Franchissement de seuil :
Ces prérogatives sont reconnues au CSE tant que l’effectif de l’entreprise demeure compris entre 11 salariés et moins de 50 salariés. Lorsque le CSE atteint le seuil de 50 salariés, les compétences anciennement dévolues au CE et au CHSCT, notamment en matière d’information et de consultation, lui sont alors reconnues. Toutefois aux termes des nouvelles dispositions, c’est seulement lorsque l’entreprise aura atteint ce seuil d’affectif pendant 12 mois consécutifs et à l’expiration d’un délai de 12 mois à compter de la date de franchissement du seuil, que l’entreprise bénéficiera de ces nouvelles prérogatives.
Attributions du CSE d’établissement :
Une question se pose cependant s’agissant de l’étendue des attributions du CSE mis en place dans les établissements distincts. En effet, on peut s’interroger sur les prérogatives du CSE d’un établissement distinct, lorsque, bien que son effectif soit inférieur à 50 salariés, il appartient à une entreprise de 50 salariés et plus : le CSE doit-il alors être doté des attributions du CSE institué dans un entreprise de moins de 50 salariés ou de celles du CSE mis en place dans une entreprise de 50 salariés et plus, par référence à l’effectif de l’entreprise ?

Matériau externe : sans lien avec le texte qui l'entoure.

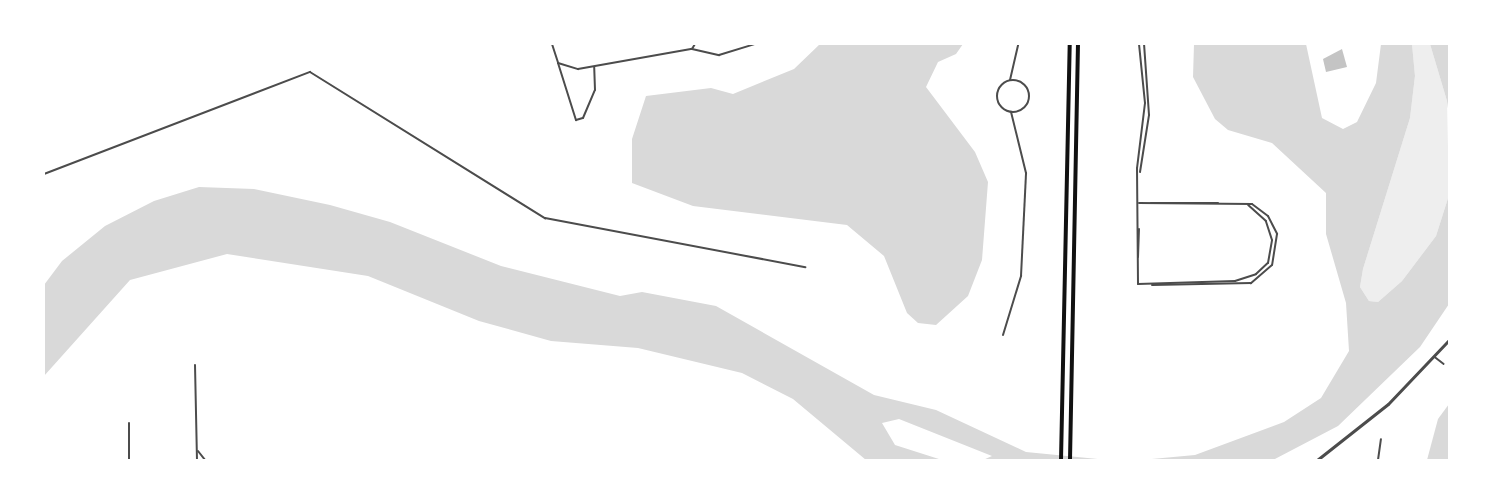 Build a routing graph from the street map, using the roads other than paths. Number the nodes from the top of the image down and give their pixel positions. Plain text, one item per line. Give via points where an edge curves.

Les nouveaux textes déterminent les prérogatives du CSE en fonction de la taille de l’entreprise et force est de constater qu’à aucun moment les nouvelles dispositions ne font état de l’effectif de l’établissement pour déterminer l’étendue de ses missions. Il parait en résulter que lorsqu’un CSE est mis en place dans un établissement de moins de 50 salariés mais appartenant à une entreprise de 50 salariés et plus, celui-ci exerce alors les missions reconnues aux CSE dans les entreprises d’au moins 50 salariés. Si cette interprétation devait se confirmer, elle devrait naturellement être prise en compte par les entreprises au moment des négociations concernant la détermination du nombre et du périmètre des établissements distincts, car la mise en place d’un CSE dans un tel cas impliquera nécessairement de procéder à des consultations à ce niveau.
On le voit, si la tentation d’assimiler le CSE des entreprises de moins de 50 salariés aux anciens délégués du personnel est forte, des différences substantielles existent entre les deux types d’instances tant dans leurs conditions de mise en place que dans leurs attributions et doivent conduire les entreprises à ne pas "calquer" les réflexes qu’elles avaient acquis à propos des délégués du personnel sur le CSE qui constitue à bien des égards, une instance nouvelle.